5 Bikers for Valentines
Page 367
“Is that my phone?” I asked, already knowing the answer.
“I wanted to know the time. My battery was dead, and your alarm clock is blinking.” I looked over at the display and saw that the clock hadn’t been reset from a week ago when the power blinked. I didn’t exactly use an alarm for work anymore. “I’m sorry. It seems you have a few new messages.” She dropped the phone and got up looking for her clothes.
“I was going to delete the account, I swear. I just forgot.”
“That’s why you had to turn off your phone, isn’t it? Because otherwise, it would have gone off all night.”
“I’m sorry. I swear to you, I haven’t been talking to anyone. I’ll delete the account right now.” I logged on my computer and hoped I’d avoid her leaving me. I went to the account and hit the settings and deleted the access. “Look, see. It’s gone. Please, I swear I haven’t been talking to anyone.” I knew I had, though. I had sent out hundreds of messages, and even though I had only done so for Hazen, my face and name were still attached to them. I needed to tell her, but I wanted to talk to Hazen first. If I had his green light, it wouldn’t be breaking the terms of my agreement. She would be pissed, but at least she would understand.

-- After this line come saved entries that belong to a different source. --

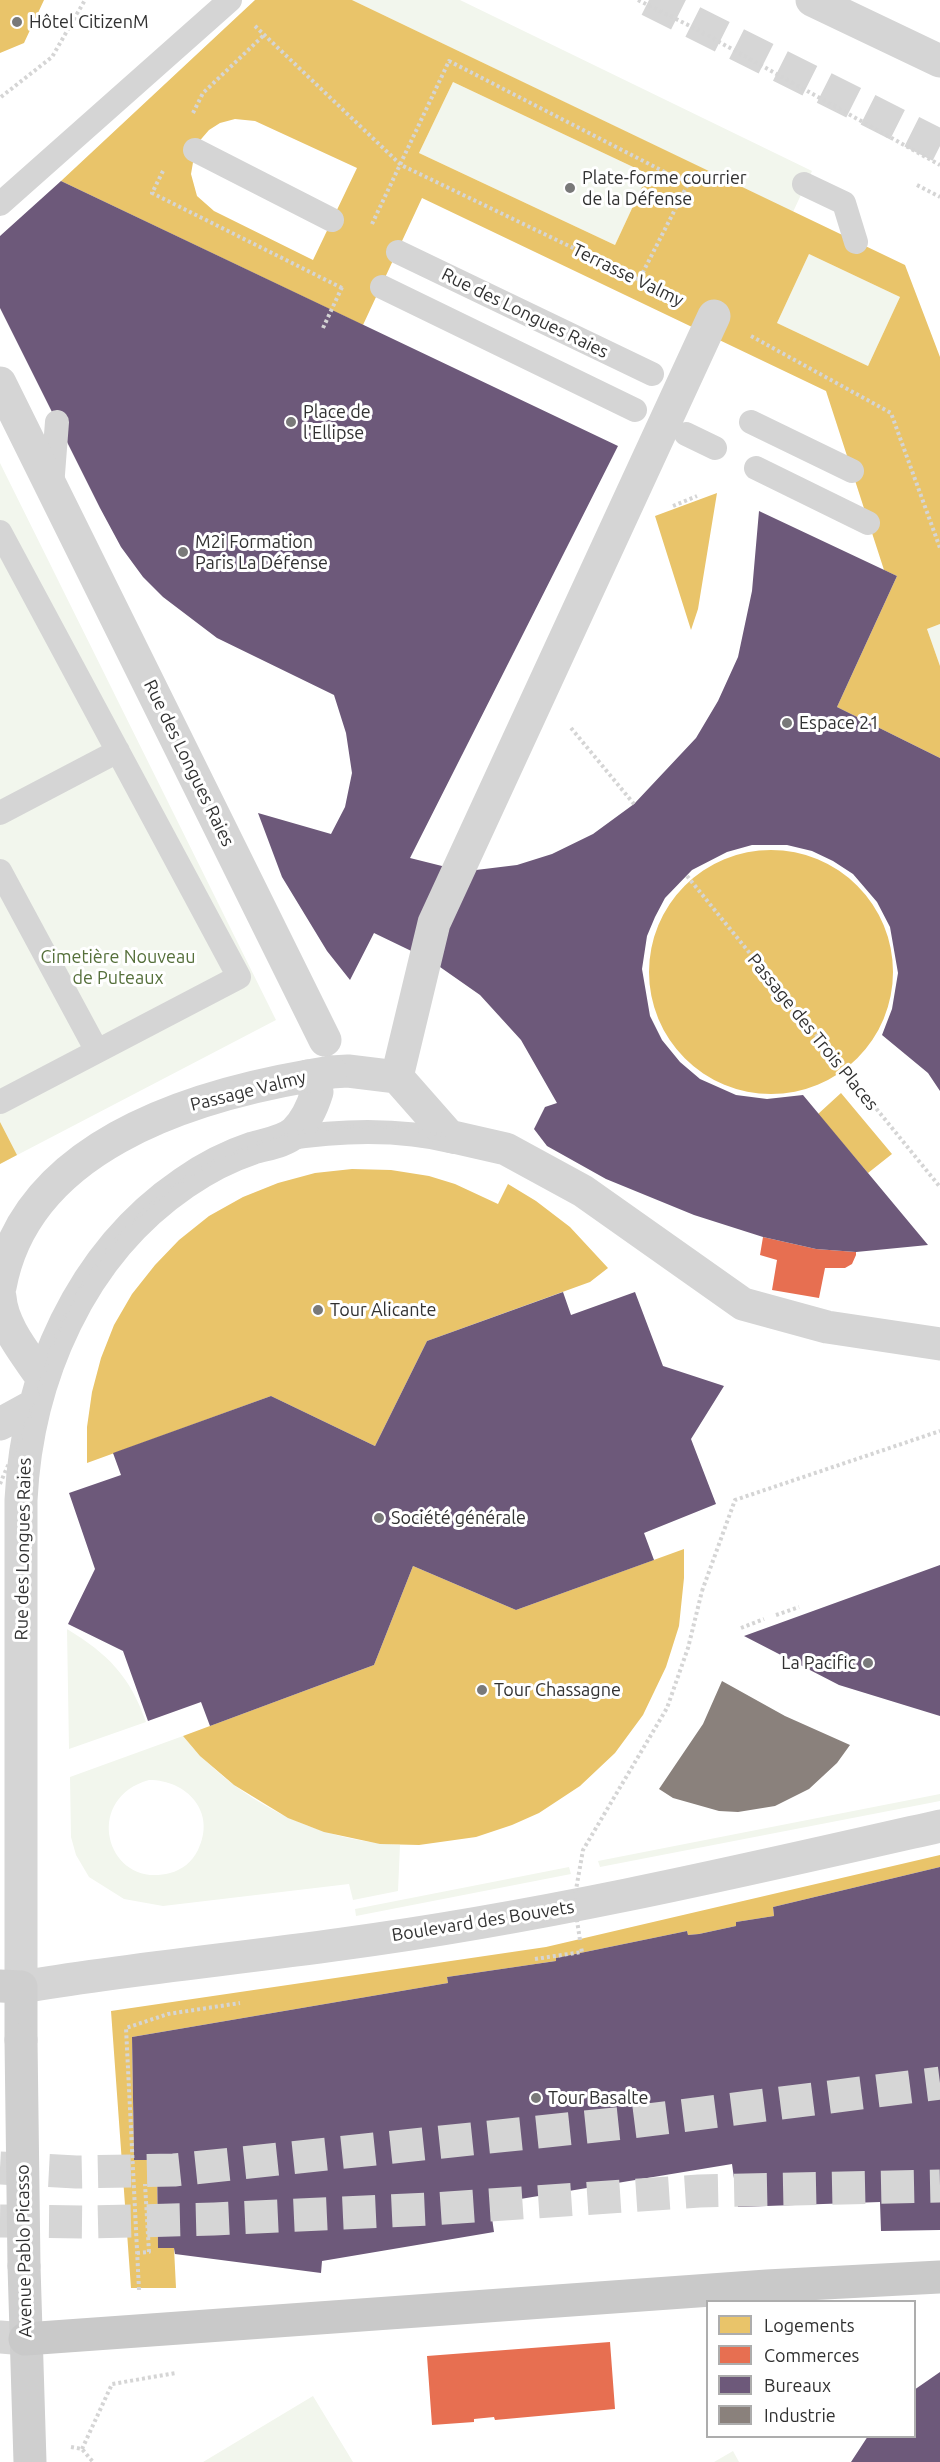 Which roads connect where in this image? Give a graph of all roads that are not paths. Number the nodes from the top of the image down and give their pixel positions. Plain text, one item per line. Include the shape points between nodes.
1 (230, 0) edge
2 (812, 0) edge
3 (940, 62) edge
4 (195, 150) dead end
5 (804, 184) dead end
6 (0, 204) edge
7 (332, 220) dead end
8 (856, 242) dead end
9 (398, 252) dead end
10 (382, 287) dead end
11 (714, 316) road end
12 (652, 374) dead end
13 (0, 383) edge
14 (635, 410) dead end
15 (57, 422) dead end
16 (751, 422) dead end
17 (686, 434) dead end
18 (715, 448) dead end
19 (756, 468) dead end
20 (852, 471) dead end
21 (52, 487) junction
22 (868, 523) dead end
23 (0, 532) edge
24 (6, 558) edge
25 (118, 751) junction
26 (0, 813) edge
27 (0, 871) edge
28 (324, 1040) dead end
29 (98, 1051) junction
30 (396, 1077) junction
31 (318, 1080) junction
32 (0, 1102) edge
33 (282, 1139) junction
34 (452, 1139) junction
35 (0, 1287) edge
36 (0, 1297) edge
37 (940, 1344) edge
38 (38, 1392) junction
39 (0, 1424) edge
40 (940, 1827) edge
41 (11, 1986) edge
42 (21, 2040) joint
43 (940, 2277) edge
44 (12, 2338) edge
45 (30, 2462) edge

1 - 6 lane via 119,112
2 - 3 street
4 - 7 lane
5 - 8 lane via 844,203
9 - 12 lane, Rue des Longues Raies
10 - 14 lane
11 - 30 street via 434,923
13 - 21 street, Rue des Longues Raies
15 - 21 lane
16 - 20 lane
17 - 18 lane
19 - 22 lane
21 - 28 street, Rue des Longues Raies
23 - 24 lane
24 - 25 lane
25 - 26 lane
25 - 29 lane via 239,977
27 - 29 lane
29 - 32 lane
30 - 31 street, Passage Valmy via 348,1071
30 - 34 street
31 - 33 street, Rue des Longues Raies via 303,1122
31 - 35 street, Passage Valmy via 239,1089 173,1110 98,1150 70,1171 23,1221
33 - 34 lane, Rue des Longues Raies via 378,1131
33 - 38 street, Rue des Longues Raies via 251,1149 194,1177 126,1232 75,1305
34 - 37 street via 506,1149 583,1191 743,1304 827,1327
36 - 38 street
38 - 39 street
38 - 41 street, Rue des Longues Raies via 23,1467 21,1500
40 - 41 street, Boulevard des Bouvets via 609,1900 342,1944
41 - 42 street, Rue des Longues Raies
42 - 44 street, Avenue Pablo Picasso, bridge via 24,2265
43 - 44 main road
44 - 45 street, Avenue Pablo Picasso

“I thought we’d done that, already. When I did mine, you should have done yours.” The disappointment in her voice had me feeling like a piece of shit.

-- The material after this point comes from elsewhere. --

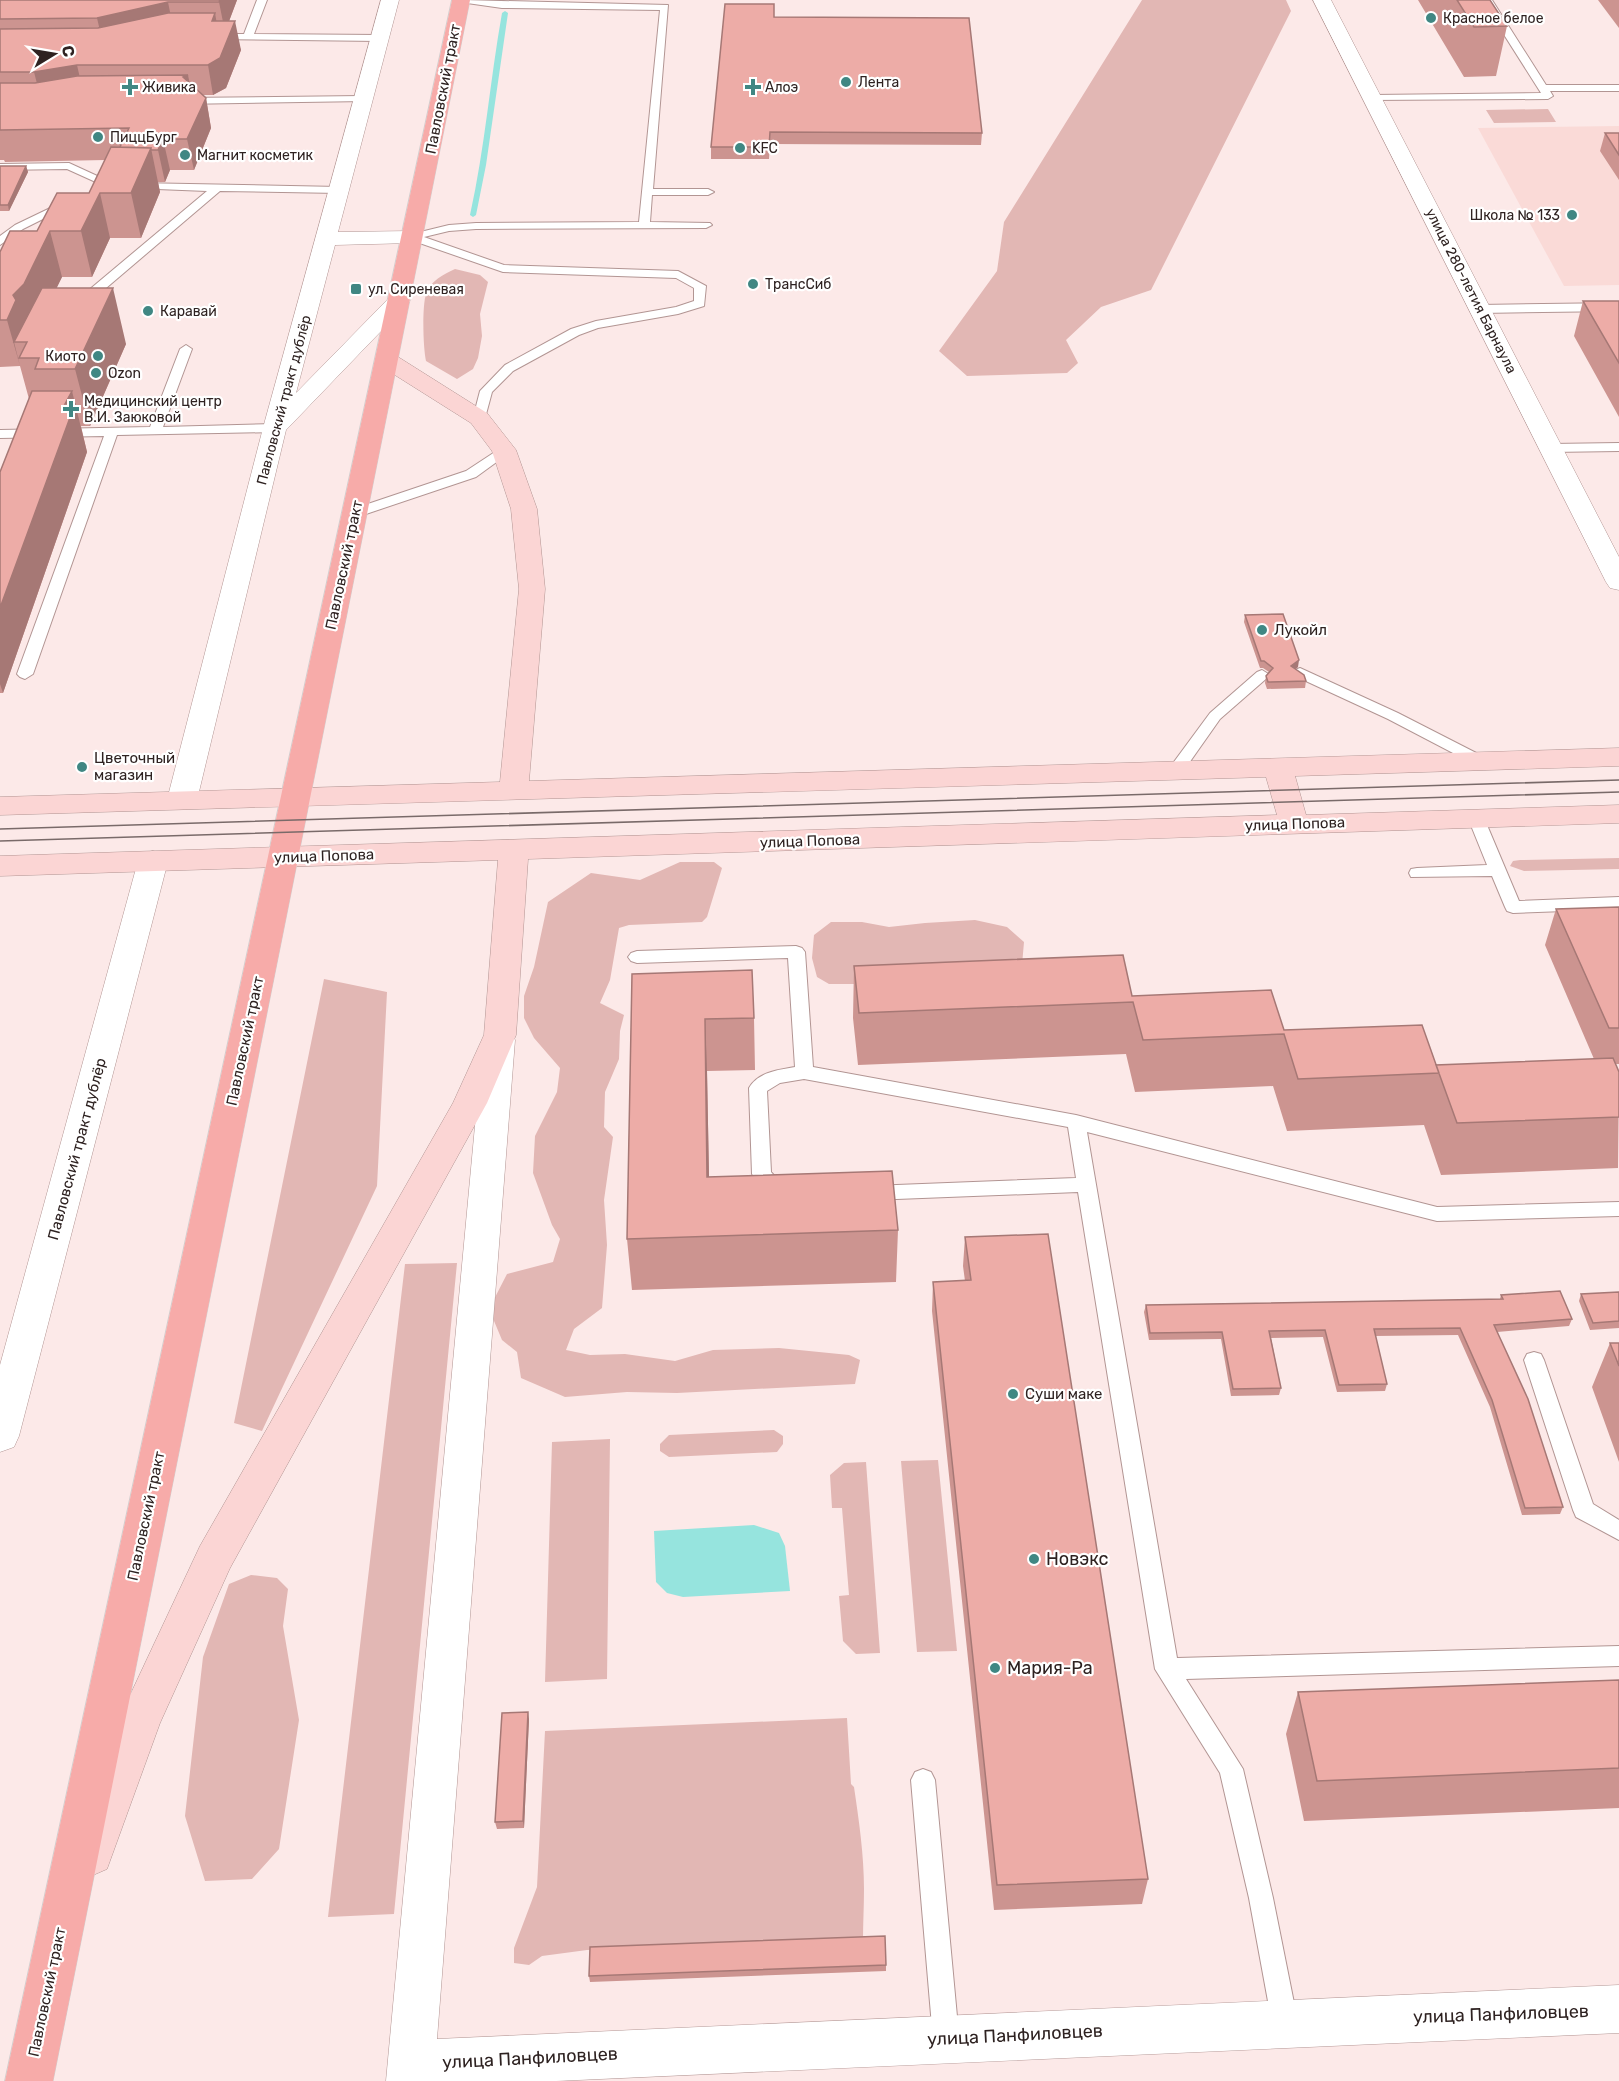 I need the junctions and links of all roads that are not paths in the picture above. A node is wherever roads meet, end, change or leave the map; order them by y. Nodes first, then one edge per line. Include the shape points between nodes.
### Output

“I know, baby, I just forgot, and I should have. Forgive me?”
“That’s what Devin would say when he’d get caught here and there. I forgave him, time and time again. Then eventually I caught him cheating. I’m not g
oing to do that again. Not ever.” She put her clothes on and tried to push past me in the doorway to my room.
“Kami wait, don’t go. I’m nothing like that asshole. You know me,” I begged.

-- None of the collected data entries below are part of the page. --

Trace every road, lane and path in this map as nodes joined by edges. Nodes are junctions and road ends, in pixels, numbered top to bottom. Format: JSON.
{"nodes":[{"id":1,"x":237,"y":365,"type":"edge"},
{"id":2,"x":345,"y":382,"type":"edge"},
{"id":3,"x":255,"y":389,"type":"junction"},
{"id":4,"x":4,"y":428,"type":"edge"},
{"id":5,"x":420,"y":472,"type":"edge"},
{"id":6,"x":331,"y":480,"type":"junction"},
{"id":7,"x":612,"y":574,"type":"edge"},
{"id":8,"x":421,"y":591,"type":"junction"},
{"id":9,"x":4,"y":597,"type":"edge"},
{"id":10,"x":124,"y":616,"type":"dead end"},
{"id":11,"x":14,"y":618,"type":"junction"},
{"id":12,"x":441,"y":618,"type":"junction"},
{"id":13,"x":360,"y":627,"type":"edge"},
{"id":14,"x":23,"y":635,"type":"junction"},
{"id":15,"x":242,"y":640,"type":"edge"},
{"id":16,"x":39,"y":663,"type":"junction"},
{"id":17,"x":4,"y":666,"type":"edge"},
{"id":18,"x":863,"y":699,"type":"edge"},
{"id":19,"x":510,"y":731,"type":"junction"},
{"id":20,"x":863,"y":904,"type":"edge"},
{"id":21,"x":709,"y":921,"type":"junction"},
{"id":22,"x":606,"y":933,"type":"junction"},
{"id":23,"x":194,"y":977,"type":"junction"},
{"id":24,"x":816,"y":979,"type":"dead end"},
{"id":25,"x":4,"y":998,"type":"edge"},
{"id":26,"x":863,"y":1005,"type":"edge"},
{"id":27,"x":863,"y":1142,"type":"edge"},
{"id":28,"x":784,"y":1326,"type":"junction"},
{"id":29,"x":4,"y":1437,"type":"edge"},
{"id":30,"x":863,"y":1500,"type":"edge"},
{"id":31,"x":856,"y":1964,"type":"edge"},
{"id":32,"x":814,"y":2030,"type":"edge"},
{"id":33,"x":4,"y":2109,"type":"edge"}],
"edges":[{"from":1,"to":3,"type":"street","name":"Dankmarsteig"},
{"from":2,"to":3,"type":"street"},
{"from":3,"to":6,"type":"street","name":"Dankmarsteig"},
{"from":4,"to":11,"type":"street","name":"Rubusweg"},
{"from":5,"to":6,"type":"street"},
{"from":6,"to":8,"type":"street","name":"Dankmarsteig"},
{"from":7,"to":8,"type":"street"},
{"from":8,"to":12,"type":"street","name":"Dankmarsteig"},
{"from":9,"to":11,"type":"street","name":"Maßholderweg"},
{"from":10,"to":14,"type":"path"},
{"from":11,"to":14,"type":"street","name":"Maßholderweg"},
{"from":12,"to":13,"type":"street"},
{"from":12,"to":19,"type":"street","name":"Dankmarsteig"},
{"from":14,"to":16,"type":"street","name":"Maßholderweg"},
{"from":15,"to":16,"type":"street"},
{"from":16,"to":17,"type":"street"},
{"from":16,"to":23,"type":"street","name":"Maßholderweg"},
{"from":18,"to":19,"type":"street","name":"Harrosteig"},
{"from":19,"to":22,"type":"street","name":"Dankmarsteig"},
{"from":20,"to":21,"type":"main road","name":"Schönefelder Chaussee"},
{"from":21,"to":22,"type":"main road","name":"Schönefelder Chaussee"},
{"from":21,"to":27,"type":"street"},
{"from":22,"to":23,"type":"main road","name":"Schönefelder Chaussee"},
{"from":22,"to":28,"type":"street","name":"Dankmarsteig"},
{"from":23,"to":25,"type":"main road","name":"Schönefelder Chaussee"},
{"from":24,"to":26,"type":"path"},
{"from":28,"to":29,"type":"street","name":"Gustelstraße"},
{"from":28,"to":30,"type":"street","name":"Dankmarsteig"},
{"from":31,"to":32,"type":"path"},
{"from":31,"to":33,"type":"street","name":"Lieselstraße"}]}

She looked up at me with such pain and anger in her eyes that it nearly took my breath away.
“Do I? Do I know you? You hardly ever talk to me about your past, or how you miraculously have some much money. And now I know that you never deleted your account like you said you did. So tell me, Tate, how well do I really know you? Apparently, I only know the parts of you that you want me to see. I thought you were different,” she said, her voice hitching and breaking my heart.
“I’m so sorry, Kami. I’m sorry I lied, please just don’t go. Let’s talk.”
“There’s nothing to talk about Tate. My phone is dead, so can I please use yours to call Rain to come get me?” she asked.
“Please, just let me explain everything,” I tried again.
“Explain what exactly? Maybe you could start with your father’s ‘tick-tock’ comment last night, and why the hell he was looking at me when he said it,” she challenged.
“It’s complicated,” I said, lamely.
“No, Tate. The truth is never complicated,” she shook her head vehemently. “Please call Rain.”
My grip on my phone tightened. “No, I won’t. I’m asking you to stay here with me and we can work this out.” I knew I was practically begging, but I didn’t care. I couldn’t lose her.
“Either you call Rain, or I start walking and I’ll hitchhike a damn ride if I have to,” she said, her voice harsh now.
“I’m not letting you leave,” I said, hoping to be able to talk some sense into her.
True to her word, Kami pushed past me, grabbed her shoes and purse and headed out the front door. I ran after her, nothing but a towel wrapped around my waist.
“You try and follow me and I’ll scream bloody murder,” she warned.
I looked down at myself half naked on the porch and sighed. “Wait,” I called out. “I’ll call Rain.”
CHAPTER TWENTY-ONE – KAMI
Mondays were the worst days to pull double shifts since they were always slow, but at least I had my phone with me to keep me company and my boss didn’t mind if I texted my friends when I wasn’t serving up the Loving Cup’s finest brews.
Tate had messaged me at least fifty times since yesterday. He’d apologized at least twenty times and told me that it wasn’t what it looked like. I’d had to laugh at that one. Wasn’t that what they all said when they got caught?
The thing was, was that I truly thought Tate was different. I thought I knew him better than I obviously did. Could he really have faked all that? He’d told me he loved me and invited me to move into his home with him and his sister. Maybe there was a reasonable explanation. Or did I just want to believe that I hadn’t been fooled again?
Before I could answer that question, Rain walked in with a grim look on her face.
When she’d come to pick me up at Tate’s yesterday, I’d told her I didn’t want to talk about it. I said we’d had a fight and left it at that. She knew not to push me and figured it had just been some petty snit that we’d get over.